My own version of ‘OK, this is nuts, I need to get off this train’ came about the year I spaced my sister’s 50th birthday. (She was pretty clear about pointing that out.) Partly as a reaction to this, in 2017 I built a micro home to live in, and relinquished my larger suburban home to my apprentices (I wrote a blog post about that year-long adventure). Like everyone (most everyone) I fell into working and living as if I were a bird, flocking with our group expectations of more being better. And yet over-stuffed, busy lives and grandiose environs do not make us grander in our interiors, as any few lines of Thoreau suggest and current happiness research proves. As Shaun Achor states in his hilarious and thought-provoking TED talk, we are very good at putting happiness over the cognitive horizon, so that we never attain it: “If we get good grades we need better grades, if we hit the sales target, we need to change the sales target. Every time we have a success, we just change the goalpost of what success looks like.”

This has been bonsai for me, its gift. Well, I know it doesn’t seem like there’s a connection, but there is one. To create and maintain bonsai is to engage in a win-less act, where to compete isn’t the point, where more things and bigger things aren’t better things. Success is ongoing. It grows. It changes. It isn’t what you thought it was. It’s better.

Why we do bonsai is intensely personal. And no one should tell you why you’re doing it. Only ridiculous people move into micro homes, for instance, because they want to know how bonsai live. That is probably clinically bonkers. But all this, all our reasons for doing bonsai, are deeply personal, for they are our answers to what brings us meaning in bonsai.

Tradition, if you wanted it to, would give you an answer for that, but you might not connect with the answer it gave. Vanishingly few Westerners truly connect with the wabi-sabi aesthetic philosophy of the Japanese arts—that somewhat bizarre blending of beauty and ugliness, a lean toward that which is not hip or jazzy but rather subdued and worn, as if beauty could be held as an open state of mind. Although there’s a lot of beauty there, it might not be for you. The middle road of mixing the gift of your nationality—whatever that might be—with the gift of tradition might be the strongest and most authentic route. And yet the gifts of tradition cannot be understated. The gifts of tradition are technique, and the insistence that bonsai mean something beyond the act of bending a branch.


In the wildly diverse expressions of bonsai around the world we see more fully who we are as a band of tree folk. The potter Bernard Leach said, ‘extremes touch’.

Although there certainly are differences in what bonsai means to each of us, one thing that is clear is that bonsai is creating international bonds, connecting us across boundaries. Mr. Suzuki used to tell me that bonsai was about peace, and not to be shy about talking about that. For years I didn’t, mostly because I didn’t understand what he meant. Peace called to mind things like the United Nations and doves, and I didn’t see the connection. It took travel abroad to understand this better, and also just time being around people doing bonsai to recognize the therapeutic gifts bonsai has offering all along.
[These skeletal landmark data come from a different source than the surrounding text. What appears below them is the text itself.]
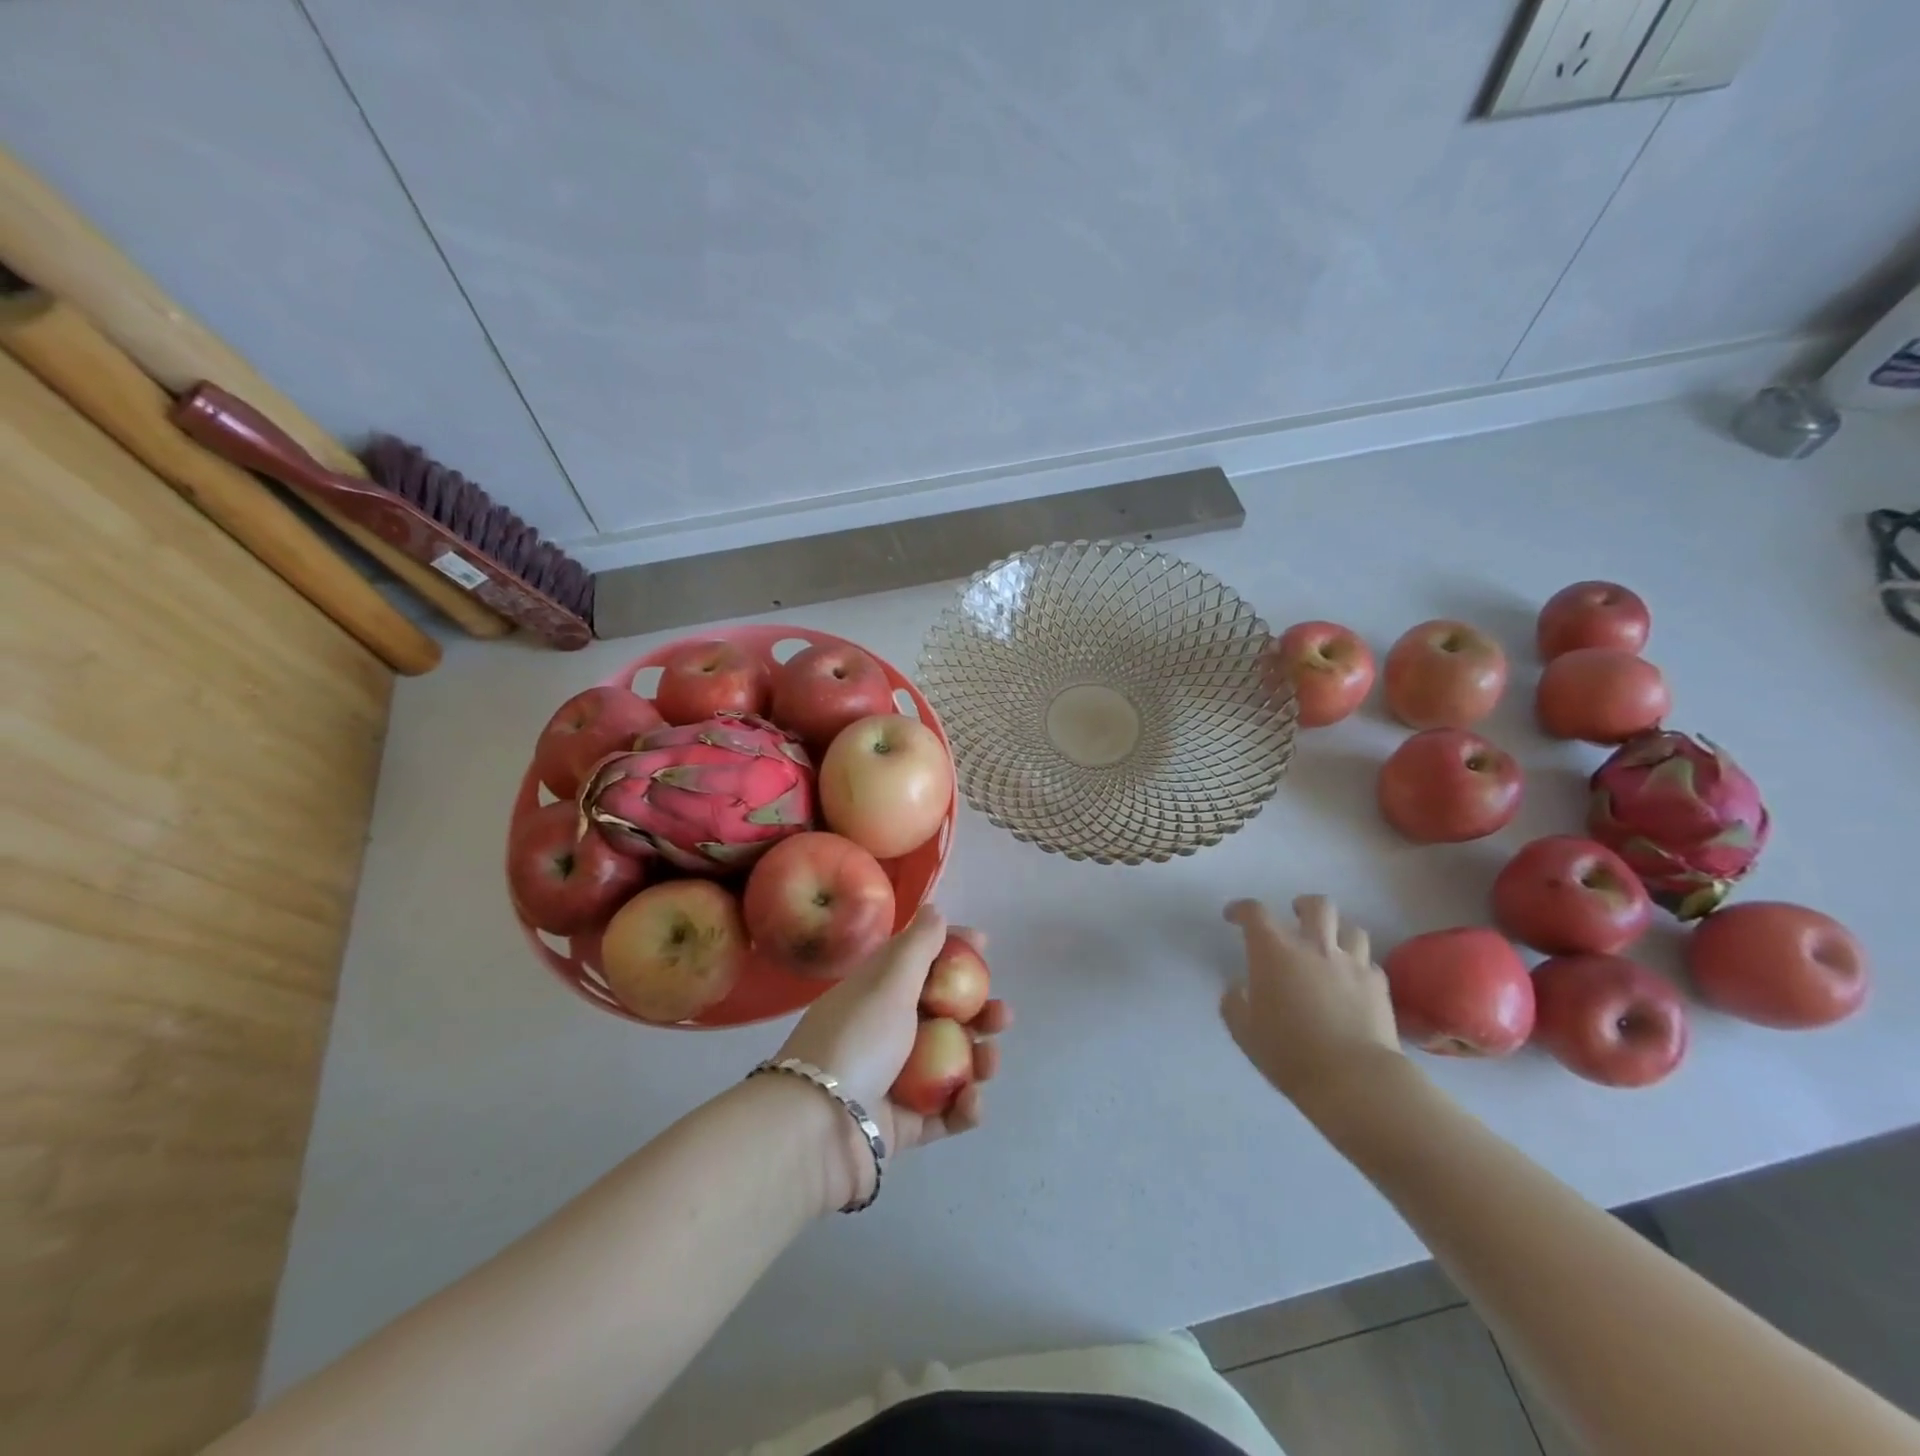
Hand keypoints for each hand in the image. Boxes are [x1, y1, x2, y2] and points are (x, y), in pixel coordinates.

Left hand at [776, 906, 1010, 1203]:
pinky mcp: (903, 1125)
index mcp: (877, 994)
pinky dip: (963, 1107)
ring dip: (977, 1059)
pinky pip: (944, 1113)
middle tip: (1001, 1014)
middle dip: (977, 1012)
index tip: (983, 945)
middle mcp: (886, 1032)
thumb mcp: (888, 983)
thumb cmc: (857, 1040)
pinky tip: (971, 1101)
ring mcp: (895, 1081)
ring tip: (991, 1061)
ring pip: (950, 1063)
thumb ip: (917, 946)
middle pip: (942, 1016)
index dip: (951, 950)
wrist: (817, 1129)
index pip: (919, 963)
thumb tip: (934, 909)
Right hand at [1221, 895, 1401, 1119]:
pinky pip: (1370, 963)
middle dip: (1303, 905)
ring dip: (1338, 932)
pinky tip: (1353, 981)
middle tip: (1296, 917)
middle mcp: (1314, 947)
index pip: (1254, 913)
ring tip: (1330, 947)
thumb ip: (1235, 1002)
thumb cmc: (1289, 1053)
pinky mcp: (1379, 986)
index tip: (1233, 917)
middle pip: (1316, 905)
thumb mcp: (1244, 1031)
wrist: (1354, 1080)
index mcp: (1274, 952)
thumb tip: (1239, 987)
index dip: (1241, 909)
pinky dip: (1359, 965)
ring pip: (1352, 928)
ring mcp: (1352, 964)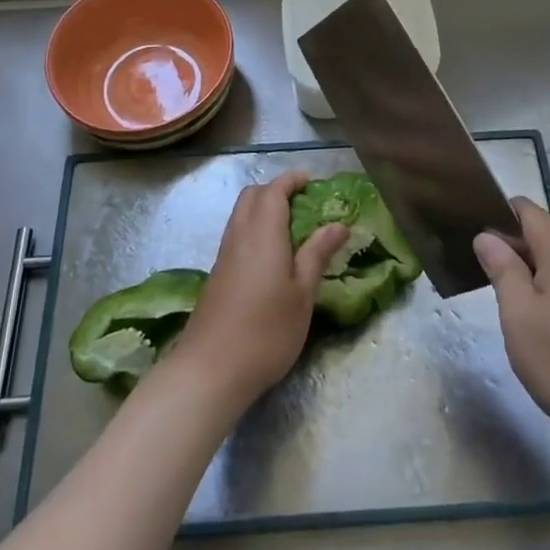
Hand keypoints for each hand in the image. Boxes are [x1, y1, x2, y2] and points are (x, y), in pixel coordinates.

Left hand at [176, 170, 346, 407]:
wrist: (211, 369)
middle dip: (276, 191)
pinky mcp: (217, 274)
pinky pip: (236, 235)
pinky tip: (271, 257)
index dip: (291, 180)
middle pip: (252, 196)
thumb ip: (318, 254)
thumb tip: (338, 225)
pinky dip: (254, 229)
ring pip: (240, 215)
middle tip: (303, 205)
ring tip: (292, 230)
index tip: (311, 182)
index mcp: (262, 233)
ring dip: (263, 210)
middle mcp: (239, 235)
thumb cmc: (267, 331)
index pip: (273, 190)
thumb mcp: (303, 293)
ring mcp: (224, 255)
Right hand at [474, 197, 549, 448]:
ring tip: (518, 308)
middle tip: (491, 283)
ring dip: (539, 274)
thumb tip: (487, 236)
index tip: (478, 242)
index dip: (499, 218)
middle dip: (518, 251)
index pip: (528, 211)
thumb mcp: (520, 317)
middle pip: (547, 235)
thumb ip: (502, 269)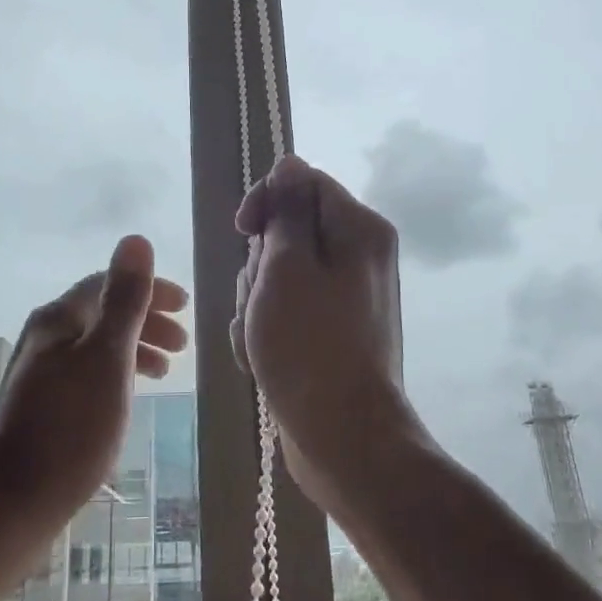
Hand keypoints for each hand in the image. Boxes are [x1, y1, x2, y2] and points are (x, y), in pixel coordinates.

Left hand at [0, 235, 189, 520]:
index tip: (186, 307)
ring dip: (134, 349)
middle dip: (146, 321)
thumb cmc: (69, 428)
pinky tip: (127, 398)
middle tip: (184, 343)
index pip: (108, 284)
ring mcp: (39, 375)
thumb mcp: (107, 357)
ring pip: (96, 346)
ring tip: (165, 371)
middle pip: (102, 314)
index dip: (149, 290)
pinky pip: (88, 374)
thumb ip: (125, 299)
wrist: (8, 506)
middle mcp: (45, 338)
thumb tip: (135, 239)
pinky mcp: (40, 408)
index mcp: (58, 319)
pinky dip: (116, 375)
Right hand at [230, 155, 420, 510]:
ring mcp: (344, 297)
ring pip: (279, 274)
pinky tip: (264, 358)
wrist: (343, 437)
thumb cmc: (309, 345)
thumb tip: (290, 163)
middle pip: (288, 232)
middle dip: (260, 264)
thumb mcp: (287, 266)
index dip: (266, 202)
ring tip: (261, 338)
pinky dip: (267, 329)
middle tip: (261, 301)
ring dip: (257, 302)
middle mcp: (358, 256)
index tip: (243, 232)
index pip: (303, 183)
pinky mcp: (330, 330)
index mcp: (358, 230)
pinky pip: (286, 310)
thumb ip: (288, 209)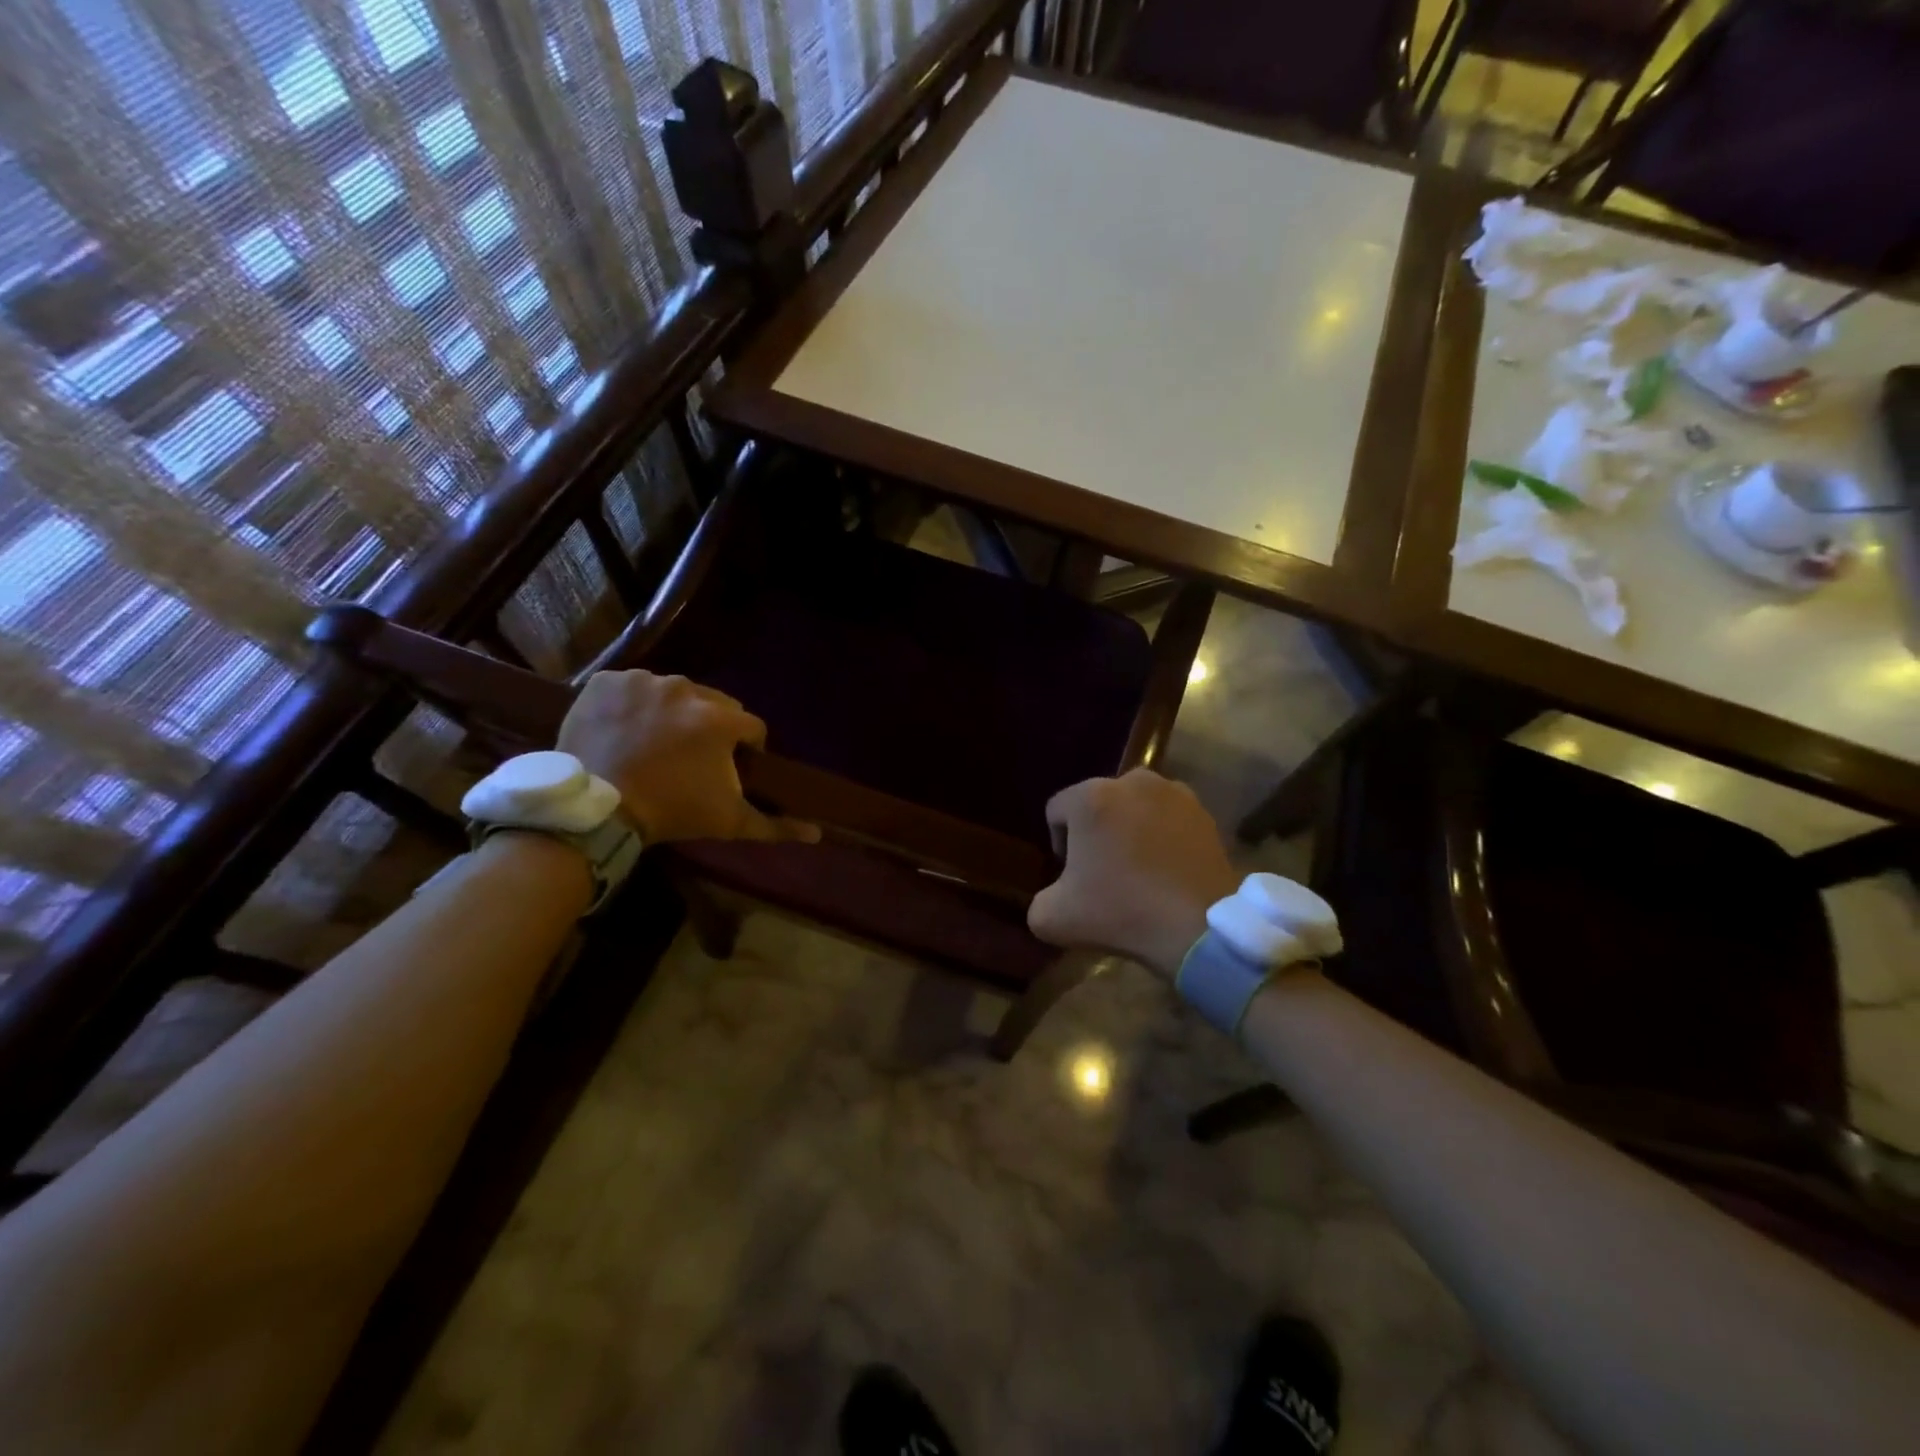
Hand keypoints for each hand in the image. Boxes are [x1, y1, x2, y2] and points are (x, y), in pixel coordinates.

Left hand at [558, 671, 819, 844]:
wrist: (596, 810)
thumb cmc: (672, 811)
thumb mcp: (728, 822)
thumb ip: (775, 825)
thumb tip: (817, 833)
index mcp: (721, 719)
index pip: (751, 727)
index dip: (747, 749)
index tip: (731, 768)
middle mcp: (687, 689)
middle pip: (714, 704)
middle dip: (710, 727)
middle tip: (691, 758)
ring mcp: (643, 682)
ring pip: (672, 693)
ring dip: (671, 713)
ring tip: (654, 744)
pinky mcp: (606, 682)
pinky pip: (630, 687)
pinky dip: (630, 704)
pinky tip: (623, 730)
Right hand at [1027, 769, 1239, 977]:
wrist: (1198, 927)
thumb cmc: (1120, 912)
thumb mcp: (1052, 918)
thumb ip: (1038, 900)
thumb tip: (1055, 894)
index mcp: (1089, 797)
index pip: (1056, 811)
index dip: (1058, 844)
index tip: (1072, 876)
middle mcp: (1131, 781)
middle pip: (1097, 804)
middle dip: (1096, 833)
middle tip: (1104, 873)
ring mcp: (1172, 792)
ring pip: (1134, 807)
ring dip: (1130, 829)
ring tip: (1138, 869)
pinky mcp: (1203, 812)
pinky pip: (1167, 818)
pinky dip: (1162, 835)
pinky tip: (1166, 869)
In 2017 I went to Taiwan to teach at a multi-convention event. On the first day there was a huge welcoming ceremony with tons of food and a fair number of local politicians who took turns thanking us for being there (and enhancing the local economy). I made a new friend from Poland, a man seated to my right. Above us there was a display of the national flags of the participants: 57 countries were represented there. For any who think bonsai is simply about bending branches and puffing out the artist’s chest, this was an arresting sight. And I began to think Mr. Suzuki was right. If there is one overarching philosophy of bonsai that applies to what we do—and not the personal meaning that we must find for ourselves—it is that bonsai is about peace. Bonsai both offers it and is created by it.